Ik zeg de verkeerde dingen. Ik weet het maar ik zeg ze toch. Niet om te pesten, nee, maar om te zoeken, om jou te zoeken, om jou, moeder van de jongen die bij mij opgroeit, te vinden.

We zijn beiden moeders. Ik heb geluk gehad, al had ik nooit gedacht dit te zeggen, met kinderen van verschillende vaders. Een kind is gevlucht, woont in het buitenland en ik zie hem hooguit twee keer per jaar.

En als ik hem zie, dan heb ik nog het gevoel dat hij er niet is, en als ik mijn armen om hem heensla, dan troost hij me een beetje, schieten de tranen in zijn ogen, in mijn ogen, maar hij gaat weer weg. Hij wil buiten bereik zijn, misschien niet per se van mij, maar netto gezien, toch wel, want anders was hij wel in de buurt. Kon ik maar een kop koffie met hem drinken, zomaar binnenvallen.

Nu heb ik jouw kind onder mijn vleugels. Jij hebt geen geluk gehad. Je wilde ontsnappen aan je ouders, die hielden je zo klein, en je belandde in zware omstandigheden in het buitenland. Je probeerde je hoofd boven water te houden en vergat je zoon, die op straat rondzwierf.

In dat buitenland, mijn binnenland meldden buurtgenoten dat er een kind verwaarloosd werd, jouw kind. Hij ging van crisisopvang naar groep en toen naar mij.

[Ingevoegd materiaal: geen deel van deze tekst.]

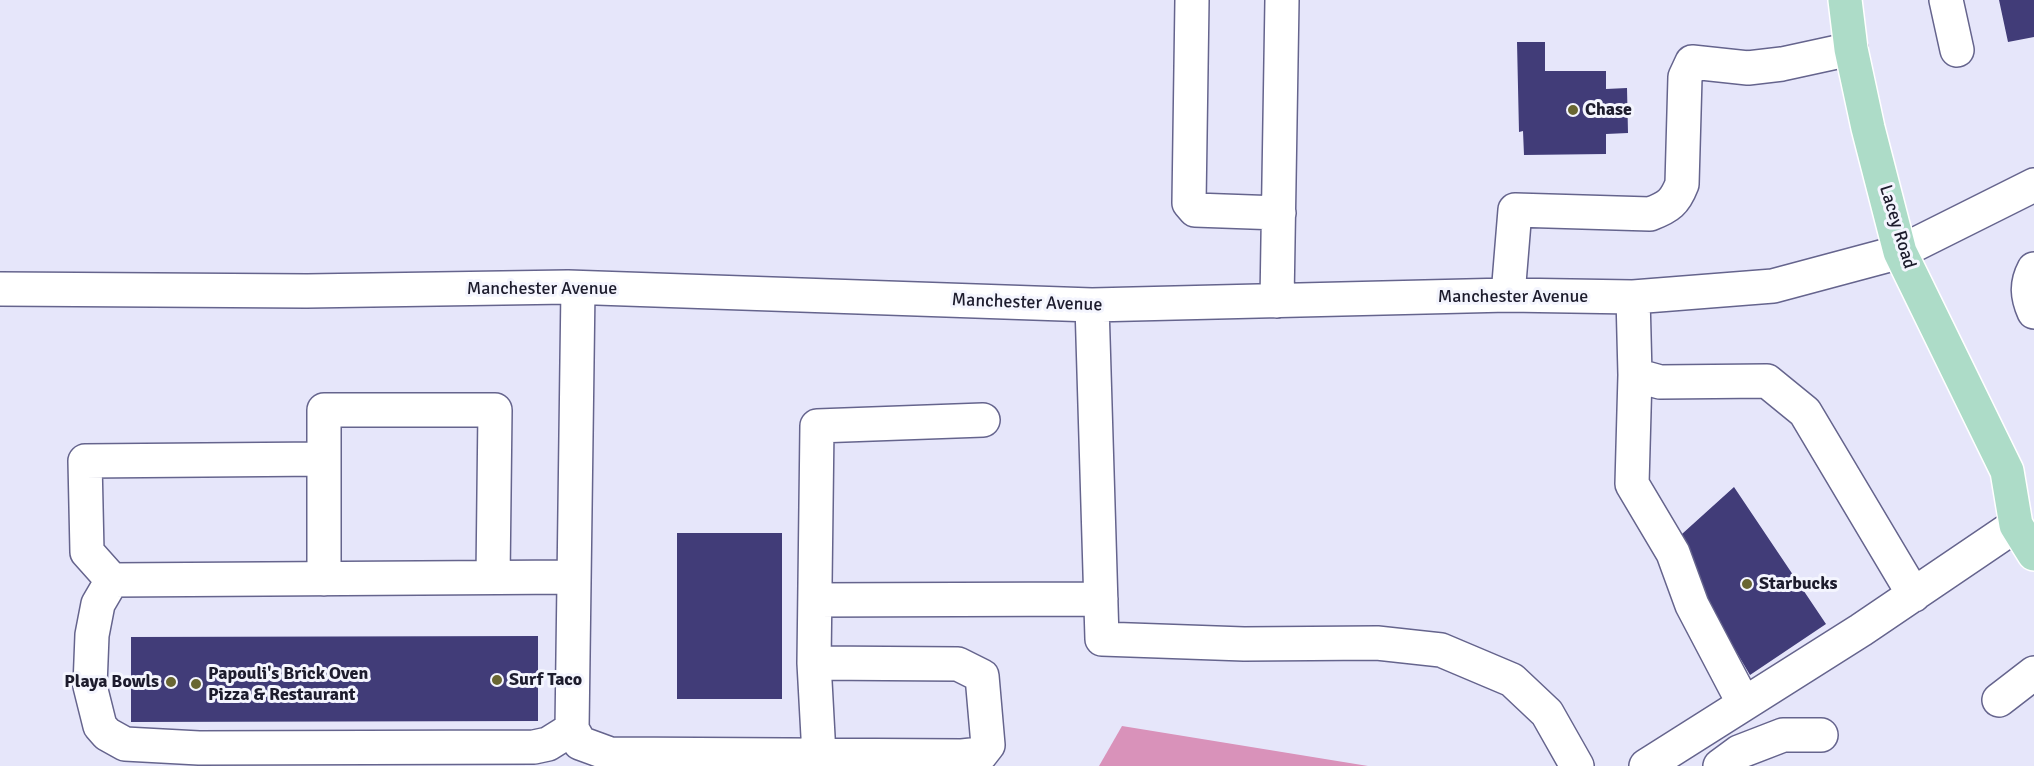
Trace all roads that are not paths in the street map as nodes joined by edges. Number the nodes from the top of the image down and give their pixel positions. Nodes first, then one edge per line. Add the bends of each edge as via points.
1 (1192, 0) edge
2 (1282, 0) edge
3 (1845, 0) edge
4 (1946, 0) edge
5 (1851, 49) junction
6 (1957, 50) dead end
7 (2034, 184) edge
8 (1279, 213) junction
9 (1900, 252) junction
10 (2034, 269) edge
11 (578, 288) junction
12 (0, 289) edge
13 (1508, 295) junction
14 (1633, 297) junction
15 (1277, 301) junction
16 (1092, 305) junction
17 (2034, 312) edge
18 (1635, 375) junction
19 (983, 420) dead end
20 (324, 459) junction
21 (2007, 471) junction
22 (2034, 491) edge
23 (2016, 525) junction
24 (2034, 554) edge
25 (493, 577) junction
26 (574, 577) junction
27 (324, 579) junction
28 (112, 580) junction
29 (1914, 595) junction
30 (1101, 599) junction
31 (815, 600) junction
32 (814, 663) junction
33 (2034, 673) edge
34 (1999, 700) dead end
35 (1744, 704) junction
36 (572, 729) junction
37 (1821, 735) dead end
38 (819, 755) junction
39 (1577, 766) edge
40 (1646, 766) edge
41 (1720, 766) edge

1 - 8 street via 1189,203 1195,210
2 - 8 street
3 - 5 main road, Lacey Road
4 - 6 street
5 - 9 main road, Lacey Road
5 - 13 street via 1748,68 1692,62 1685,77 1682,184 1676,200 1650,214 1515,210
7 - 9 street, Manchester Avenue
8 - 15 street
9 - 14 street, Manchester Avenue via 1773,286
9 - 21 main road, Lacey Road
10 - 17 street via 2028,282
11 - 12 street, Manchester Avenue
11 - 16 street, Manchester Avenue
11 - 26 street
13 - 14 street, Manchester Avenue
13 - 15 street, Manchester Avenue
14 - 18 street
15 - 16 street, Manchester Avenue
16 - 30 street
18 - 29 street via 1660,382 1767,381 1805,412
18 - 35 street via 1632,484 1673,553 1692,605
19 - 31 street via 818,426
20 - 25 street via 324,410 495,410
20 - 27 street
20 - 28 street via 85,461 87,552
21 - 22 main road, Lacey Road
21 - 23 main road, Lacey Road
23 - 24 main road, Lacey Road
23 - 29 street
25 - 26 street
25 - 27 street
26 - 36 street
27 - 28 street
28 - 36 street via 98,604 90,686 100,726 125,744 199,748 534,747 548,744
29 - 35 street
30 - 31 street
30 - 39 street via 1102,639 1377,643 1441,650 1512,680 1547,713
31 - 32 street
32 - 38 street
32 - 38 street via 958,664 976,671 982,676 988,745 981,754 962,756
33 - 34 street
35 - 40 street
36 - 38 street via 580,743 610,754
37 - 41 street via 1784,735 1739,752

Hoe je ook huilde en beterschap beloofde, je kreeg hem niet terug. Je kreeg nog een kind, maar ook dat werd je ontnomen, en nog een kind, en ook dat werd afgenomen, en nog een kind, ach kon je er maar eentje houden. Je mocht gewoon geen kind hebben!

Jouw zoon aardde bij mij, hij kwam onder zijn hoody uit, speelt nu klassiek gitaar, slikt schuttingwoorden in, maakt vrienden, houdt veel van jou – geen kwaad woord over zijn moeder, durft boos op mij te zijn, plakt briefjes op zijn

kamerdeur: Keep out! Verboden! Je hoeft niet meer te komen! Ik slaap!

Hij is vrolijk, verbaasd over wat hij kan. Wij houden van hem.

Ik vroeg je mee naar de ouderavond. Wij stelden ons beiden voor: ‘ik ben de moeder, en ik ben de pleegmoeder.’ Alsof we gezworenen waren, alsof we door een deur konden, alsof we .... ja....alsof we wat?

Weet je nog, dat we naar de rechter gingen?

Die keek ons aan vanachter zijn brede bureau, jij en ik zijn allebei niet al te lang, we keken automatisch op tegen de rechter. Hij moest uitspraak doen over het verblijf van jouw zoon bij mij.

Hij keek van mij naar jou en toen weer naar mij, en toen weer naar jou. Hij sprak mijn achternaam uit en keek naar jou, en omgekeerd.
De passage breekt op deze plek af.